TASK PROMPT: A verbatim reprint of the records below is what this exercise asks for.

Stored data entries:
────────────────
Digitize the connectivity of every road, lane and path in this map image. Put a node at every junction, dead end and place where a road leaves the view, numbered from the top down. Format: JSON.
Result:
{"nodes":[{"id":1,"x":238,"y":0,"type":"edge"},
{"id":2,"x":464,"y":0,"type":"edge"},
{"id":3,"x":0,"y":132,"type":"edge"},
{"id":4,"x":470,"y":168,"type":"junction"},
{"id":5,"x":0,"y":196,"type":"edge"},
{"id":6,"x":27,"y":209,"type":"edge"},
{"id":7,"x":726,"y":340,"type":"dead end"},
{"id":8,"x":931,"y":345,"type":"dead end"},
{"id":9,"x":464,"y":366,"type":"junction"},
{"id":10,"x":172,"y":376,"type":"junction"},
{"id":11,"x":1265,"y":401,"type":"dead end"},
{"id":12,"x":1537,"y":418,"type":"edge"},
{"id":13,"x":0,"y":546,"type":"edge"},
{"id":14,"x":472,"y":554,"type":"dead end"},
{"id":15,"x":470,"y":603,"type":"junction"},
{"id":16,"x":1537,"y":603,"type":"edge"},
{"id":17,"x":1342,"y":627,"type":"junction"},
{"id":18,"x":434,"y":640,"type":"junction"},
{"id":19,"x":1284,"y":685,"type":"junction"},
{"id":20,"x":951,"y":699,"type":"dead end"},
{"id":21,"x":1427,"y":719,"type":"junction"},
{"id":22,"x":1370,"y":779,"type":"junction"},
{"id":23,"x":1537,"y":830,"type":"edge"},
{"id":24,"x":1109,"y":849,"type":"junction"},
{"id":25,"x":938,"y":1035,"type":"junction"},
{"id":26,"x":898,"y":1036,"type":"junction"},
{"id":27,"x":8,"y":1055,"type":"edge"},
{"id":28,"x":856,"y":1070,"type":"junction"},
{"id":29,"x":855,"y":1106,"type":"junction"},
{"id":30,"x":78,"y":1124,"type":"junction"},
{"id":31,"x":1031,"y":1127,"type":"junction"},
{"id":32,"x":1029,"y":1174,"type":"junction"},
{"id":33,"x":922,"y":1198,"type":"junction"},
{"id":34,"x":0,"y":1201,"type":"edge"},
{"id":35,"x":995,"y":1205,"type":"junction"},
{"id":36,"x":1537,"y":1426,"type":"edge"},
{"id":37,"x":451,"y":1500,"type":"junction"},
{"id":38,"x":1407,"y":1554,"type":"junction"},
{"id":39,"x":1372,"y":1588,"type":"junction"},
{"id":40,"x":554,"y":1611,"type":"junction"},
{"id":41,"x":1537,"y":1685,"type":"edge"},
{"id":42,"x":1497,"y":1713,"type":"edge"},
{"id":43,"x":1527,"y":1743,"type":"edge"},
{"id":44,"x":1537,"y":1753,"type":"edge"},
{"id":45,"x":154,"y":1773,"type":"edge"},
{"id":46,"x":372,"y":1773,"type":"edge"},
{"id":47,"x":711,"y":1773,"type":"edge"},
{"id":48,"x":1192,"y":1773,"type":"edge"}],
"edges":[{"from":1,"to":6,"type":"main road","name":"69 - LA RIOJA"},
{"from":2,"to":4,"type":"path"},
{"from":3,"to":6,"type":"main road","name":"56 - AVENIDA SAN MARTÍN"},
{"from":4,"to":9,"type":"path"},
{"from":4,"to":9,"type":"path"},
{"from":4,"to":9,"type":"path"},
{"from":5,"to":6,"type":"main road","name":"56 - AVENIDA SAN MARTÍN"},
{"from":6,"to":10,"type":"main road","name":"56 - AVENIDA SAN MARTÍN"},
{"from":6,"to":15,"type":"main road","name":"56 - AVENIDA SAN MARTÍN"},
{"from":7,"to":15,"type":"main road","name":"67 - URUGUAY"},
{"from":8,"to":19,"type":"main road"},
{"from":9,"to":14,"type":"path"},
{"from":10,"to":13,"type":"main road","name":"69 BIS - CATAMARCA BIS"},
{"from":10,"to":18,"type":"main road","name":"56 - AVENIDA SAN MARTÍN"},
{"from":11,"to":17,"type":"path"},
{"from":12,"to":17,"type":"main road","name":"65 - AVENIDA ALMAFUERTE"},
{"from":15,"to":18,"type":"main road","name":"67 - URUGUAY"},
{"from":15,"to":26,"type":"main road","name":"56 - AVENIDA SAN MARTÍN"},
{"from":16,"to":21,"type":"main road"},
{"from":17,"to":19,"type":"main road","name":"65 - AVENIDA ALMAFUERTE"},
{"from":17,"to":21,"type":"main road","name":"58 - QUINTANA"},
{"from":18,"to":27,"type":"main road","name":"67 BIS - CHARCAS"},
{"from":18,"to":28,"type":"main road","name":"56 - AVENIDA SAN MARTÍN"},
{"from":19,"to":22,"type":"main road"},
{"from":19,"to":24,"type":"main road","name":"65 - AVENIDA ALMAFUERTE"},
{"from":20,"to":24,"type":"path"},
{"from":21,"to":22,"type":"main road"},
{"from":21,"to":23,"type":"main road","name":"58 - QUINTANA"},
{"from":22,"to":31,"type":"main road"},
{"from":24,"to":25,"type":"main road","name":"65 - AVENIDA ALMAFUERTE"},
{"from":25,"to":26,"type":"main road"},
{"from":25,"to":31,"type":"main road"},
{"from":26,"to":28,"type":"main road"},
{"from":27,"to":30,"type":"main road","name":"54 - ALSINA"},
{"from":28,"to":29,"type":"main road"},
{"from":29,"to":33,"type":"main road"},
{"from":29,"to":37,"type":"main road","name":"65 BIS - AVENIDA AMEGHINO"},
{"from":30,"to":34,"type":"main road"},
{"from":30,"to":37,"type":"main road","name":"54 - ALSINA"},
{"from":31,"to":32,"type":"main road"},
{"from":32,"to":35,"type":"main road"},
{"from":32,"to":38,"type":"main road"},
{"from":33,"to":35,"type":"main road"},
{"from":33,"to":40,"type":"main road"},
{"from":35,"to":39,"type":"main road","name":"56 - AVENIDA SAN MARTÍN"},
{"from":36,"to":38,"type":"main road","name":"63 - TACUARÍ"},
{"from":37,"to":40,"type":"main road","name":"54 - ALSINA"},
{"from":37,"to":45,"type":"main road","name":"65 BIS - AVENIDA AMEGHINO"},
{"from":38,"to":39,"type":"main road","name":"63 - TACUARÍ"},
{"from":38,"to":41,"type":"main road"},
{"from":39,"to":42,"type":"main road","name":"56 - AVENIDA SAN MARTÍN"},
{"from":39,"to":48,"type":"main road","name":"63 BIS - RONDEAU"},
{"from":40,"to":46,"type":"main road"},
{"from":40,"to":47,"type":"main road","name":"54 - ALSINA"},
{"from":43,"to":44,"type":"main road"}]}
────────────────
ANSWER BELOW:
Digitize the connectivity of every road, lane and path in this map image. Put a node at every junction, dead end and place where a road leaves the view, numbered from the top down. Format: JSON.
Result:
{"nodes":[{"id":1,"x":238,"y":0,"type":"edge"},
{"id":2,"x":464,"y":0,"type":"edge"},
{"id":3,"x":0,"y":132,"type":"edge"},
{"id":4,"x":470,"y":168,"type":"junction"},
{"id":5,"x":0,"y":196,"type":"edge"},
{"id":6,"x":27,"y":209,"type":"edge"},
{"id":7,"x":726,"y":340,"type":"dead end"},
{"id":8,"x":931,"y":345,"type":"dead end"},
{"id":9,"x":464,"y":366,"type":"junction"},
{"id":10,"x":172,"y":376,"type":"junction"},
{"id":11,"x":1265,"y":401,"type":"dead end"},
{"id":12,"x":1537,"y":418,"type":"edge"},
{"id":13,"x":0,"y":546,"type":"edge"},
{"id":14,"x":472,"y":554,"type":"dead end"},
{"id":15,"x":470,"y":603,"type":"junction"},
{"id":16,"x":1537,"y":603,"type":"edge"},
{"id":17,"x":1342,"y":627,"type":"junction"},
{"id":18,"x":434,"y":640,"type":"junction"},
{"id":19,"x":1284,"y":685,"type":"junction"},
{"id":20,"x":951,"y":699,"type":"dead end"},
{"id":21,"x":1427,"y":719,"type":"junction"},
{"id":22,"x":1370,"y":779,"type":"junction"},
{"id":23,"x":1537,"y":830,"type":"edge"},
{"id":24,"x":1109,"y":849,"type":"junction"},
{"id":25,"x":938,"y":1035,"type":"junction"},
{"id":26,"x":898,"y":1036,"type":"junction"},
{"id":27,"x":8,"y":1055,"type":"edge"},
{"id":28,"x":856,"y":1070,"type":"junction"},
{"id":29,"x":855,"y":1106,"type":"junction"},
{"id":30,"x":78,"y":1124,"type":"junction"},
{"id":31,"x":1031,"y":1127,"type":"junction"},
{"id":32,"x":1029,"y":1174,"type":"junction"},
{"id":33,"x":922,"y":1198,"type":"junction"},
{"id":34,"x":0,"y":1201,"type":"edge"},
{"id":35,"x":995,"y":1205,"type":"junction"},
{"id":36,"x":1537,"y":1426,"type":"edge"},
{"id":37,"x":451,"y":1500,"type":"junction"},
{"id":38,"x":1407,"y":1554,"type":"junction"},
{"id":39,"x":1372,"y":1588,"type":"junction"},
{"id":40,"x":554,"y":1611,"type":"junction"},
{"id":41,"x":1537,"y":1685,"type":"edge"},
{"id":42,"x":1497,"y":1713,"type":"edge"},
{"id":43,"x":1527,"y":1743,"type":"edge"},
{"id":44,"x":1537,"y":1753,"type":"edge"},
{"id":45,"x":154,"y":1773,"type":"edge"},
{"id":46,"x":372,"y":1773,"type":"edge"},
{"id":47,"x":711,"y":1773,"type":"edge"},
{"id":48,"x":1192,"y":1773,"type":"edge"}],
"edges":[{"from":1,"to":6,"type":"main road","name":"69 - LA RIOJA"},
{"from":2,"to":4,"type":"path"},
{"from":3,"to":6,"type":"main road","name":"56 - AVENIDA SAN MARTÍN"},
{"from":4,"to":9,"type":"path"},
{"from":4,"to":9,"type":"path"},
{"from":4,"to":9,"type":"path"},
{"from":5,"to":6,"type":"main road","name":"56 - AVENIDA SAN MARTÍN"},
{"from":6,"to":10,"type":"main road","name":"56 - AVENIDA SAN MARTÍN"},
{"from":6,"to":15,"type":"main road","name":"56 - AVENIDA SAN MARTÍN"},
{"from":7,"to":15,"type":"main road","name":"67 - URUGUAY"},
{"from":8,"to":19,"type":"main road"},
{"from":9,"to":14,"type":"path"},
{"from":10,"to":13,"type":"main road","name":"69 BIS - CATAMARCA BIS"},
{"from":10,"to":18,"type":"main road","name":"56 - AVENIDA SAN MARTÍN"},
{"from":11,"to":17,"type":"path"},
{"from":12,"to":17,"type":"main road","name":"65 - AVENIDA ALMAFUERTE"},
{"from":15,"to":18,"type":"main road","name":"67 - URUGUAY"},
{"from":15,"to":26,"type":"main road","name":"56 - AVENIDA SAN MARTÍN"},
{"from":16,"to":21,"type":"main road"},
{"from":17,"to":19,"type":"main road","name":"65 - AVENIDA ALMAFUERTE"},
{"from":17,"to":21,"type":"main road","name":"58 - QUINTANA"},
{"from":18,"to":27,"type":"main road","name":"67 BIS - CHARCAS"},
{"from":18,"to":28,"type":"main road","name":"56 - AVENIDA SAN MARTÍN"},
{"from":19,"to":22,"type":"main road"},
{"from":19,"to":24,"type":"main road","name":"65 - AVENIDA ALMAFUERTE"},
{"from":20,"to":24,"type":"path"},
{"from":21,"to":22,"type":"main road"},
{"from":21,"to":23,"type":"main road","name":"58 - QUINTANA"},
{"from":22,"to":31,"type":"main road"},
{"from":24,"to":25,"type":"main road","name":"65 - AVENIDA ALMAFUERTE"},
{"from":25,"to":26,"type":"main road"},
{"from":25,"to":31,"type":"main road"},
{"from":26,"to":28,"type":"main road"},
{"from":27,"to":30,"type":"main road","name":"54 - ALSINA"},
{"from":28,"to":29,"type":"main road"},
{"from":29,"to":33,"type":"main road"},
{"from":29,"to":37,"type":"main road","name":"65 BIS - AVENIDA AMEGHINO"},
{"from":30,"to":34,"type":"main road"},
{"from":30,"to":37,"type":"main road","name":"54 - ALSINA"},
{"from":31,"to":32,"type":"main road"},
{"from":32,"to":35,"type":"main road"},
{"from":32,"to":38,"type":"main road"},
{"from":33,"to":35,"type":"main road"},
{"from":33,"to":40,"type":"main road"},
{"from":35,"to":39,"type":"main road","name":"56 - AVENIDA SAN MARTÍN"},
{"from":36,"to":38,"type":"main road","name":"63 - TACUARÍ"},
{"from":37,"to":40,"type":"main road","name":"54 - ALSINA"},
{"from":37,"to":45,"type":"main road","name":"65 BIS - AVENIDA AMEGHINO"},
{"from":38,"to":39,"type":"main road","name":"63 - TACUARÍ"},
{"from":38,"to":41,"type":"main road"},
{"from":39,"to":42,"type":"main road","name":"56 - AVENIDA SAN MARTÍN"},
{"from":39,"to":48,"type":"main road","name":"63 BIS - RONDEAU"},
{"from":40,"to":46,"type":"main road"},
{"from":40,"to":47,"type":"main road","name":"54 - ALSINA"},
{"from":43,"to":44,"type":"main road"}]}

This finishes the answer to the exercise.